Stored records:
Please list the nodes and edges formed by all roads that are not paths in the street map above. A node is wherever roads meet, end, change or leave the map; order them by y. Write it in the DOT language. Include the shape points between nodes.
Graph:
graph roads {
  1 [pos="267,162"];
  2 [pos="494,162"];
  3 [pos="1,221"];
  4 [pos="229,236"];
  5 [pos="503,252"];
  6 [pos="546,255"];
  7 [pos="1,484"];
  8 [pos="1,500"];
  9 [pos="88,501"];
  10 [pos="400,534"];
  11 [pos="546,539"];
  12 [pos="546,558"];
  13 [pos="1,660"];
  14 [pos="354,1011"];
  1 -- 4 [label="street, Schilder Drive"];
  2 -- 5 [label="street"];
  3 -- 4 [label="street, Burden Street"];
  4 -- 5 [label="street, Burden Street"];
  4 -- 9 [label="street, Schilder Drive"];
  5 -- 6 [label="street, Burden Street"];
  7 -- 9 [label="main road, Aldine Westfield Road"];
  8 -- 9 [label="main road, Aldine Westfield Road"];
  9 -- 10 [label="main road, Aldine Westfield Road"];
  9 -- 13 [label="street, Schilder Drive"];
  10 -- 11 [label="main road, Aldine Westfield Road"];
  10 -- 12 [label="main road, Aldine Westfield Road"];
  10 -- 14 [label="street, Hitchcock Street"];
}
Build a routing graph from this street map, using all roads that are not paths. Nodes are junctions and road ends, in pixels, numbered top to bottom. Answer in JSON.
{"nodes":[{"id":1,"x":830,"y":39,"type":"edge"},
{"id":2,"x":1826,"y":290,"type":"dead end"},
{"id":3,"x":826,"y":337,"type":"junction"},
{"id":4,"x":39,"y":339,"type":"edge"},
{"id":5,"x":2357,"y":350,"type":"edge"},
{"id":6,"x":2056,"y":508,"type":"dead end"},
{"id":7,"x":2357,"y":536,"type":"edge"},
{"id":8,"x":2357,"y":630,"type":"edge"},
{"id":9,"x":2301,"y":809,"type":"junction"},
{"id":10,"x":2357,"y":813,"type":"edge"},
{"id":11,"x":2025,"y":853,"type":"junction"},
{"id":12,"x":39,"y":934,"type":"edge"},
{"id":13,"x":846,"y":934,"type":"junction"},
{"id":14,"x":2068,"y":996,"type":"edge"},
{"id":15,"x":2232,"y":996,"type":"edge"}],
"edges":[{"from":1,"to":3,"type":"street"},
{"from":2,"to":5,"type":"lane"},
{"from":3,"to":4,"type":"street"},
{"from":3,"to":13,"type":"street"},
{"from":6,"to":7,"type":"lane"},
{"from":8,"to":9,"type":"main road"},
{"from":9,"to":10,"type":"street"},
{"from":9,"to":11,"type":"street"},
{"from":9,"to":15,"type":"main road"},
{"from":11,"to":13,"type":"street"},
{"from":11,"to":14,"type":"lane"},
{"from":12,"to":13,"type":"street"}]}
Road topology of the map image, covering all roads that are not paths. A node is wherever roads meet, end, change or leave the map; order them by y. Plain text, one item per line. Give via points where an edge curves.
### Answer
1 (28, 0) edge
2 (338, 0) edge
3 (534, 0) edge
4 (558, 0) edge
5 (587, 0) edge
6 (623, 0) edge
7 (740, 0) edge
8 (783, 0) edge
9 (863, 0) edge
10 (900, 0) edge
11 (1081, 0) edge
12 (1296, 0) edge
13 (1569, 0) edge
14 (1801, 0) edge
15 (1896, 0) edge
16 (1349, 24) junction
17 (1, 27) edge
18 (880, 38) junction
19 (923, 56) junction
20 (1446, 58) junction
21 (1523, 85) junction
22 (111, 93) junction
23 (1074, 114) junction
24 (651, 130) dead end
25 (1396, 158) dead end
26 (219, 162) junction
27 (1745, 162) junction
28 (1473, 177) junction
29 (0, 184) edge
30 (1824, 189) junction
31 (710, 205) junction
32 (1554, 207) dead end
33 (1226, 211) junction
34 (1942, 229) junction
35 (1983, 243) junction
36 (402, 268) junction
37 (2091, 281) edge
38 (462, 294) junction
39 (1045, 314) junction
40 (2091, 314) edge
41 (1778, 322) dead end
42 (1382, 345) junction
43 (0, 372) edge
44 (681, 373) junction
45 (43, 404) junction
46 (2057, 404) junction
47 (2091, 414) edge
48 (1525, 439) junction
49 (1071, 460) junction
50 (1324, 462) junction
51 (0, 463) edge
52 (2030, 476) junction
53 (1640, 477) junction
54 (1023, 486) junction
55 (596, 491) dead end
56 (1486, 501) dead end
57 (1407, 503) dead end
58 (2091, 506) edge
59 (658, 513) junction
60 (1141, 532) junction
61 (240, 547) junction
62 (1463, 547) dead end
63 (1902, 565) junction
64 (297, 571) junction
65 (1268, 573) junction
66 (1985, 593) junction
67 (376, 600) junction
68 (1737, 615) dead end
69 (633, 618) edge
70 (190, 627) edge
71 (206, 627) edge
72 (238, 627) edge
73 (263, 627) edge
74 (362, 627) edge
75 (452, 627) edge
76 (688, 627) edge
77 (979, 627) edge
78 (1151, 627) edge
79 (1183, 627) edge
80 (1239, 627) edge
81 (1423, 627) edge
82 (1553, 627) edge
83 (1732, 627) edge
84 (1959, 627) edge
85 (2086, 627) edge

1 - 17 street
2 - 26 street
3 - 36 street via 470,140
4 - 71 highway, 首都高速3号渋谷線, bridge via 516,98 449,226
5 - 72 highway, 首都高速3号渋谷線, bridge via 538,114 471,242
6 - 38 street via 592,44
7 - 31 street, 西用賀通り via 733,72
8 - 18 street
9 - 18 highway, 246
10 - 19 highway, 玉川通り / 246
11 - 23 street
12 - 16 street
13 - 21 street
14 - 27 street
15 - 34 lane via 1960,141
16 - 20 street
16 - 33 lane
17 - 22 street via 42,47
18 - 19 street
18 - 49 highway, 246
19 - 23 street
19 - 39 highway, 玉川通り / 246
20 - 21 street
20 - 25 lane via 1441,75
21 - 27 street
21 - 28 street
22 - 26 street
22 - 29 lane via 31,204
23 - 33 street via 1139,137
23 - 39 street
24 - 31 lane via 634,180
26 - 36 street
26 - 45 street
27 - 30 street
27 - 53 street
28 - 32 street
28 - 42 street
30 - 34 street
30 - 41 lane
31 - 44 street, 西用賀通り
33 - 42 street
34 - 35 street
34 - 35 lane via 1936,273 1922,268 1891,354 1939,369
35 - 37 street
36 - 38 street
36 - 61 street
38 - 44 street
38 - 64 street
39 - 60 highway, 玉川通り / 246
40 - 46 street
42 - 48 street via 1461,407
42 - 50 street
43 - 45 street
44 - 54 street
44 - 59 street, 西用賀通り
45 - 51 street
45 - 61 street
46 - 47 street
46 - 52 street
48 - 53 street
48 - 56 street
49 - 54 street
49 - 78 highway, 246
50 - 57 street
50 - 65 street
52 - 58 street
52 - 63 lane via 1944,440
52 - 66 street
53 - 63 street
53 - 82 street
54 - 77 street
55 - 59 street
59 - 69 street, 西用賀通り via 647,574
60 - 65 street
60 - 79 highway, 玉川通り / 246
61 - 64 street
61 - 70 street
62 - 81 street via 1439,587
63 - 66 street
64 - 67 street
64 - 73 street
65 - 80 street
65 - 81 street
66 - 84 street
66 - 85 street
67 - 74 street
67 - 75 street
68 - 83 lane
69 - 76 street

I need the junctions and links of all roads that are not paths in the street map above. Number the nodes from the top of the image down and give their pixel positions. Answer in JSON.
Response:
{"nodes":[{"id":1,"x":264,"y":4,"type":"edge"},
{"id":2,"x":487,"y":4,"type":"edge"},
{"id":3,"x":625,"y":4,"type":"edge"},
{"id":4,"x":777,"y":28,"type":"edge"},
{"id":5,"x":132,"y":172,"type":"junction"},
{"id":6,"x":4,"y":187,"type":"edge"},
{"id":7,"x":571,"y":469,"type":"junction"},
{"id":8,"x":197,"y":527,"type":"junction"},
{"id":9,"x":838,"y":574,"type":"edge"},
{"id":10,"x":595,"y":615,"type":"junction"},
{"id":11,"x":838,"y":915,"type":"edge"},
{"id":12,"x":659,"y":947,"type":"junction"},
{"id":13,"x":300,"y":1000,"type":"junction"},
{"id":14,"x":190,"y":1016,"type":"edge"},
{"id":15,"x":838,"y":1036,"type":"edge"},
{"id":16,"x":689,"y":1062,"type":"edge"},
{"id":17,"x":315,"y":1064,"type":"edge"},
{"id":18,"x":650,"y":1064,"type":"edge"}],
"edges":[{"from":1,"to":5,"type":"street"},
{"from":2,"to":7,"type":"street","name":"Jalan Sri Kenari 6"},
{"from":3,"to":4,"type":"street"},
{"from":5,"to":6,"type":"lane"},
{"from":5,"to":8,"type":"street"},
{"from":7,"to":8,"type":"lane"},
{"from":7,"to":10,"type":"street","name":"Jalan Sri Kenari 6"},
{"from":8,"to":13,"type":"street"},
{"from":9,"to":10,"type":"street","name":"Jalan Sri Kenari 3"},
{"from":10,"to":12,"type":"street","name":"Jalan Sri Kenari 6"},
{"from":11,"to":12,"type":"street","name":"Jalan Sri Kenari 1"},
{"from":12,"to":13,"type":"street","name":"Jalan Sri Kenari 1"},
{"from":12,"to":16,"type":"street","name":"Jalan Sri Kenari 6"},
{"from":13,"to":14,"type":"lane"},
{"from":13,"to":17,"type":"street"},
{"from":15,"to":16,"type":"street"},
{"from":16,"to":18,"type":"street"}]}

• What to do: In the entries above, find every line holding the word "Kenari" and copy it out.

• Solution for this task:
{"from":2,"to":7,"type":"street","name":"Jalan Sri Kenari 6"},
{"from":7,"to":10,"type":"street","name":"Jalan Sri Kenari 6"},
{"from":9,"to":10,"type":"street","name":"Jalan Sri Kenari 3"},
{"from":10,"to":12,"type":"street","name":"Jalan Sri Kenari 6"},
{"from":11,"to":12,"type":"street","name":"Jalan Sri Kenari 1"},
{"from":12,"to":13,"type":"street","name":"Jalan Sri Kenari 1"},
{"from":12,"to":16,"type":"street","name":"Jalan Sri Kenari 6"},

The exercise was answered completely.